TBARS Assay for Food and Beverages
The TBARS Assay for Food and Beverages is For Research Use Only
Size: Sufficient for 50 tests
Assay Time: 60 minutes at room temperature
Sample Type: Various food and beverage samples
Sample Size: Varies by sample type
Off-flavor odor development in lipids and lipid-‐containing foods is commonly attributed to the by-‐products of lipid peroxidation. Fats, oils, and other lipids react with oxygen to form peroxides, which then further decompose to give aldehydes, including malonaldehyde (MDA) and hexanal – both of which are associated with deterioration in meats.1 Factors affecting the formation of lipid peroxidation products include how the product was stored, cooked, processed, and the addition of preservatives.2
The traditional method used for detecting malonaldehyde is the 2-‐Thiobarbituric Acid Reactive Substances (TBARS) assay. In this reaction, shown below in Figure 1, one molecule of malonaldehyde is condensed with two molecules of 2-‐thiobarbituric acid under heated acidic conditions to form a pink chromogen.

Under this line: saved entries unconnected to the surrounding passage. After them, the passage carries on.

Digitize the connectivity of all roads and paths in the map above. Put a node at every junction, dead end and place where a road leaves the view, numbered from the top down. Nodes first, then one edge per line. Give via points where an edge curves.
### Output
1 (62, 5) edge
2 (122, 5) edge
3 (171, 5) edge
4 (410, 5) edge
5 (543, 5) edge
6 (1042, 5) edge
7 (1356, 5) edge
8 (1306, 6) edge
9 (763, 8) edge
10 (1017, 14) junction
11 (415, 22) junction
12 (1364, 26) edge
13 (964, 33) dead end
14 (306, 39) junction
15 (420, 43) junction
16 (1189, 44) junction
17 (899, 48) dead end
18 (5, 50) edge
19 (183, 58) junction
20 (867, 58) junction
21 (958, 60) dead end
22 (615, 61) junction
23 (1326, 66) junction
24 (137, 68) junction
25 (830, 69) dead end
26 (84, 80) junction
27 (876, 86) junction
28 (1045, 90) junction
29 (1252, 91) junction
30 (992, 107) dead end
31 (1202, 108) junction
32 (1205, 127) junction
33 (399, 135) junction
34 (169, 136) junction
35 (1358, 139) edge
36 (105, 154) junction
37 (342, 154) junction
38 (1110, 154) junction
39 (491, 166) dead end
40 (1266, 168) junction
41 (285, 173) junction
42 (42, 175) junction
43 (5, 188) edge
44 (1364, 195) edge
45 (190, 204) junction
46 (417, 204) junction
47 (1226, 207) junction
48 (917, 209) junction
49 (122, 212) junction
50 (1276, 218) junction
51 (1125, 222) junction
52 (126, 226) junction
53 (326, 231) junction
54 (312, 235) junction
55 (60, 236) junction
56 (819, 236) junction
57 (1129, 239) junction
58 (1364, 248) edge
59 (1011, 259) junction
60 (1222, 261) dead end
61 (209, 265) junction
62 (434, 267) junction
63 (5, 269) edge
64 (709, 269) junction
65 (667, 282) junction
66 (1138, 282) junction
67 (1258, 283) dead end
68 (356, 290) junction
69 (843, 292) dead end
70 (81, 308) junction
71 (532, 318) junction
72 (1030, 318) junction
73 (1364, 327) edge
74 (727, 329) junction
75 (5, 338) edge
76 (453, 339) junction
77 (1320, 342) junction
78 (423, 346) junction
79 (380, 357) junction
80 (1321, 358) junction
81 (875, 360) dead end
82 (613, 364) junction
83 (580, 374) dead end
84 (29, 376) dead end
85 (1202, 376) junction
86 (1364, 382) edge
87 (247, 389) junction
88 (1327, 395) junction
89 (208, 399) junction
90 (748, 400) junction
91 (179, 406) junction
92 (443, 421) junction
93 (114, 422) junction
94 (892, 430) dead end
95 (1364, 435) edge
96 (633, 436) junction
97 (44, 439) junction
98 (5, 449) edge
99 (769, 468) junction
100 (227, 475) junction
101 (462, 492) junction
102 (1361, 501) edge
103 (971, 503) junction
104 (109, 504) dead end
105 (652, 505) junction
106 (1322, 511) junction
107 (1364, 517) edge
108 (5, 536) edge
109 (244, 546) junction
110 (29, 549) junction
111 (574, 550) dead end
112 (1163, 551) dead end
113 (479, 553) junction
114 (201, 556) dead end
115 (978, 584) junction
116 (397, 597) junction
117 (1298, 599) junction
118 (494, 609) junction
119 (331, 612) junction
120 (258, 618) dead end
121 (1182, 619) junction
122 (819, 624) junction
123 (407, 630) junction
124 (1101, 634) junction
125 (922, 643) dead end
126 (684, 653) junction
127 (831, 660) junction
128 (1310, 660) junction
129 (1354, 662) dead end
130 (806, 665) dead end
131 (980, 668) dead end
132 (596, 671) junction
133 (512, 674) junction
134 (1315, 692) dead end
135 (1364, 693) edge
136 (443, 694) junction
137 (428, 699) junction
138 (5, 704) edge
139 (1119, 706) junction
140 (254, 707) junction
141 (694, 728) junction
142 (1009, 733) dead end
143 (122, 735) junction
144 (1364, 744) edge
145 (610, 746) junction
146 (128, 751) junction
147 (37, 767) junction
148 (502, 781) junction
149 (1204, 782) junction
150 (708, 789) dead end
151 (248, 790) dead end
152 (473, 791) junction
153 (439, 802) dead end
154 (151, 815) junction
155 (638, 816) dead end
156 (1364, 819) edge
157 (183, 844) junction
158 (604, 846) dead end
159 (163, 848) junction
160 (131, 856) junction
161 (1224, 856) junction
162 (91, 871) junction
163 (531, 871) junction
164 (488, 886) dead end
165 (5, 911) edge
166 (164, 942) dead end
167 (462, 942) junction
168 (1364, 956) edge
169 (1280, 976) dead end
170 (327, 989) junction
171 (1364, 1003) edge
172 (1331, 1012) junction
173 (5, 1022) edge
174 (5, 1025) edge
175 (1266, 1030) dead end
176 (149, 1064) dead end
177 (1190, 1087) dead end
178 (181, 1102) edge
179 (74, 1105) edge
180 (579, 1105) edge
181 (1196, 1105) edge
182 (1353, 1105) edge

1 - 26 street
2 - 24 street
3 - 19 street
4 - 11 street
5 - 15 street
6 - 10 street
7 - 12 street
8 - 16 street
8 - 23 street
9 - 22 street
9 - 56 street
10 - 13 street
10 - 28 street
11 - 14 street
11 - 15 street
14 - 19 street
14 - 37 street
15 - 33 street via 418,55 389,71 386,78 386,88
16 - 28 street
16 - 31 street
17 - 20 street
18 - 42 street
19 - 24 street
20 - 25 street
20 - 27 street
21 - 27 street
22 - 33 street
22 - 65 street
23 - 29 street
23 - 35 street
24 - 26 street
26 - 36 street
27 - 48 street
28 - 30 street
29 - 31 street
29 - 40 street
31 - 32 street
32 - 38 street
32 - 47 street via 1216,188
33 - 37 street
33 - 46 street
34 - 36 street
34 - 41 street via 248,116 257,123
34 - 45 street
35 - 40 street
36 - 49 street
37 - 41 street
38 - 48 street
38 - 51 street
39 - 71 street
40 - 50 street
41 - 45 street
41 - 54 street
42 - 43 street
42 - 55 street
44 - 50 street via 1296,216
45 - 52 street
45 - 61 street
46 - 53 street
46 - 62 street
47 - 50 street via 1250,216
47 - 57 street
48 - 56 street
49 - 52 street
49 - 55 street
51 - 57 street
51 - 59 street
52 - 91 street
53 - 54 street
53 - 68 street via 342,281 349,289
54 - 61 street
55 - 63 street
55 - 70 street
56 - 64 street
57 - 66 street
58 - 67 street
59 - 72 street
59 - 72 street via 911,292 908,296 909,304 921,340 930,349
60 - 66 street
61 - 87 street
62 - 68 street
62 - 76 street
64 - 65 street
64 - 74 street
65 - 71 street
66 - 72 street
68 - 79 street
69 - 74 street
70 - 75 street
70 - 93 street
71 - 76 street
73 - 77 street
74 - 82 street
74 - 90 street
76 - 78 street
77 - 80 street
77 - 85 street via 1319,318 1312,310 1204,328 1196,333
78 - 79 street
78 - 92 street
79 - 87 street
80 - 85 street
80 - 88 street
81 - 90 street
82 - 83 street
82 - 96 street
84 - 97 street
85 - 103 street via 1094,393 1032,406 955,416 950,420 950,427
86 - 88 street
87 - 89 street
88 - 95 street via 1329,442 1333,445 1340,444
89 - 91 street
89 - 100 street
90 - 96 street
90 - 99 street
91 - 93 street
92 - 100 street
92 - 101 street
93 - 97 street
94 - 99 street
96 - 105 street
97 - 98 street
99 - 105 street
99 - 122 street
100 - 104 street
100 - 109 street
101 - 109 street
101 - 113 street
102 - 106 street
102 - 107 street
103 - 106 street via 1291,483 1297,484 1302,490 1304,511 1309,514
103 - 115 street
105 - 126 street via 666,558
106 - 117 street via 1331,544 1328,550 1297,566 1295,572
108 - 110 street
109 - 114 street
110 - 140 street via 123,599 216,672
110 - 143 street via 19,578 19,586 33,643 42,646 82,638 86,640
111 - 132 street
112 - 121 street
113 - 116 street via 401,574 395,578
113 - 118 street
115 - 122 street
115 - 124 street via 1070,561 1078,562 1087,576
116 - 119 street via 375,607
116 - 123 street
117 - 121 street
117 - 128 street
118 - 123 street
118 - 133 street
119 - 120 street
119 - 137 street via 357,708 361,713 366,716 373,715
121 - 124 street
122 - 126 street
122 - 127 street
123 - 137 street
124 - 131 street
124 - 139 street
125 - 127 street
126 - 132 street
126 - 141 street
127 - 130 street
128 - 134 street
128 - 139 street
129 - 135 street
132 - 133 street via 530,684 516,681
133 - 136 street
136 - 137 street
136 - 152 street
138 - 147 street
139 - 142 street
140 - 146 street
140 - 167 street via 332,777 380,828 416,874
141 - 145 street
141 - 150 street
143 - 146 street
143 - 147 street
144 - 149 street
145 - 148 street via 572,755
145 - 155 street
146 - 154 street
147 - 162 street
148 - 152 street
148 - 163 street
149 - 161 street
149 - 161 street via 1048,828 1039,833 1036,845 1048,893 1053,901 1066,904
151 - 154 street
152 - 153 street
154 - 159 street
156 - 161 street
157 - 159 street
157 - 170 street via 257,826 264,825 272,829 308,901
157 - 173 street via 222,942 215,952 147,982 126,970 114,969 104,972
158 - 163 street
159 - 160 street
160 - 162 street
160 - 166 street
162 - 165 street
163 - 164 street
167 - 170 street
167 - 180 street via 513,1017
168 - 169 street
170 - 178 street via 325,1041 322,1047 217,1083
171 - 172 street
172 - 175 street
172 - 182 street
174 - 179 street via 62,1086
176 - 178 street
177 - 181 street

This assay has been modified many times since its discovery in the early 1960’s and has always required heating to approximately 100°C for longer than 30 minutes with a strong acid. Heating biological samples in an acidic solution generates colors that interfere with the TBARS assay and generates artificially high MDA values.
The Malonaldehyde Quantitation Kit is the first rapid TBARS assay that does not require heating. This feature makes the test more specific for malonaldehyde by greatly reducing the interferences generated by heating. The reaction is complete in 60 minutes at room temperature, and requires no preliminary extraction or distillation.